Input material START

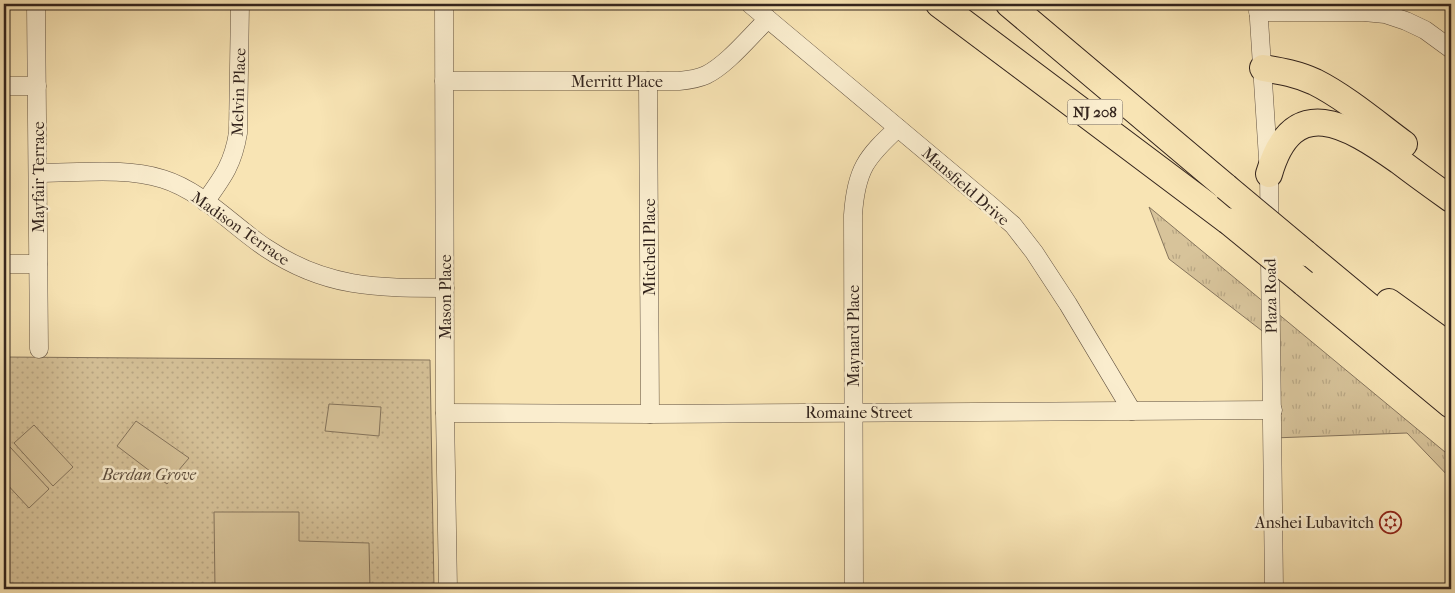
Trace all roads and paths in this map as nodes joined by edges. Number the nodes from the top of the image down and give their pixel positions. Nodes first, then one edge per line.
1 (36, 4) edge
2 (240, 4) edge
3 (444, 4) edge
4 (750, 4) edge
5 (939, 4) edge
6 (962, 4) edge
7 (1009, 4) edge
8 (1258, 8) edge
9 (768, 18) junction
10 (1451, 49) edge
11 (1263, 68) junction
12 (648, 81) junction
13 (444, 82) junction
14 (4, 86) edge
15 (37, 86) junction
16 (898, 128) junction
17 (38, 173) junction
18 (1268, 174) junction
19 (1451, 178) edge
20 (1451, 199) edge
21 (205, 202) junction
22 (1228, 221) junction
23 (1304, 247) junction
24 (4, 264) edge
25 (38, 264) junction
26 (445, 288) junction
27 (1451, 347) edge
28 (39, 349) dead end
29 (1451, 374) edge
30 (1451, 405) edge
31 (1272, 410) junction
32 (1132, 411) junction
33 (854, 412) junction
34 (445, 413) junction
35 (650, 414) junction
36 (448, 589) edge
37 (854, 589) edge
38 (1274, 589) edge

1 - 15 street, Mayfair Terrace
2 - 21 street, Melvin Place
3 - 13 street, Mason Place
4 - 9 street, Mansfield Drive
5 - 22 highway
6 - 22 highway, NJ 208
7 - 23 highway, NJ 208, bridge
8 - 10 street
8 - 11 street, Plaza Road
9 - 12 street, Merritt Place
9 - 16 street, Mansfield Drive
11 - 18 street, Plaza Road
11 - 19 highway
12 - 13 street, Merritt Place
12 - 35 street, Mitchell Place
13 - 26 street, Mason Place
14 - 15 street
15 - 17 street, Mayfair Terrace
16 - 32 street, Mansfield Drive
16 - 33 street, Maynard Place
17 - 21 street, Madison Terrace
17 - 25 street, Mayfair Terrace
18 - 20 highway
18 - 31 street, Plaza Road
21 - 26 street, Madison Terrace
22 - 30 highway, NJ 208, bridge
23 - 27 highway
23 - 29 highway, NJ 208
24 - 25 street
25 - 28 street, Mayfair Terrace
26 - 34 street, Mason Place
31 - 32 street, Romaine Street
31 - 38 street, Plaza Road
32 - 33 street, Romaine Street
33 - 35 street, Romaine Street
33 - 37 street, Maynard Place
34 - 35 street, Romaine Street
34 - 36 street, Mason Place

Input material END

Exercise: Leaving out the pictures, output each line above exactly as it is.

Task result:
Trace all roads and paths in this map as nodes joined by edges. Number the nodes from the top of the image down and give their pixel positions. Nodes first, then one edge per line.
1 (36, 4) edge
2 (240, 4) edge
3 (444, 4) edge
4 (750, 4) edge
5 (939, 4) edge
6 (962, 4) edge
7 (1009, 4) edge
8 (1258, 8) edge
9 (768, 18) junction
10 (1451, 49) edge
11 (1263, 68) junction
12 (648, 81) junction
13 (444, 82) junction
14 (4, 86) edge
15 (37, 86) junction
16 (898, 128) junction
17 (38, 173) junction
18 (1268, 174) junction
19 (1451, 178) edge
20 (1451, 199) edge
21 (205, 202) junction
22 (1228, 221) junction
23 (1304, 247) junction
24 (4, 264) edge
25 (38, 264) junction
26 (445, 288) junction
27 (1451, 347) edge
28 (39, 349) dead end
29 (1451, 374) edge
30 (1451, 405) edge
31 (1272, 410) junction
32 (1132, 411) junction
33 (854, 412) junction
34 (445, 413) junction
35 (650, 414) junction
36 (448, 589) edge
37 (854, 589) edge
38 (1274, 589) edge

1 - 15 street, Mayfair Terrace
2 - 21 street, Melvin Place
3 - 13 street, Mason Place
4 - 9 street, Mansfield Drive
5 - 22 highway
6 - 22 highway, NJ 208
7 - 23 highway, NJ 208, bridge
8 - 10 street
8 - 11 street, Plaza Road
9 - 12 street, Merritt Place
9 - 16 street, Mansfield Drive
11 - 18 street, Plaza Road
11 - 19 highway
12 - 13 street, Merritt Place
12 - 35 street, Mitchell Place
13 - 26 street, Mason Place
14 - 15 street
15 - 17 street, Mayfair Terrace
16 - 32 street, Mansfield Drive
16 - 33 street, Maynard Place
17 - 21 street, Madison Terrace
17 - 25 street, Mayfair Terrace
18 - 20 highway
18 - 31 street, Plaza Road
21 - 26 street, Madison Terrace
22 - 30 highway, NJ 208, bridge
23 - 27 highway
23 - 29 highway, NJ 208
24 - 25 street
25 - 28 street, Mayfair Terrace
26 - 34 street, Mason Place
31 - 32 street, Romaine Street
31 - 38 street, Plaza Road
32 - 33 street, Romaine Street
33 - 35 street, Romaine Street
33 - 37 street, Maynard Place
34 - 35 street, Romaine Street
34 - 36 street, Mason Place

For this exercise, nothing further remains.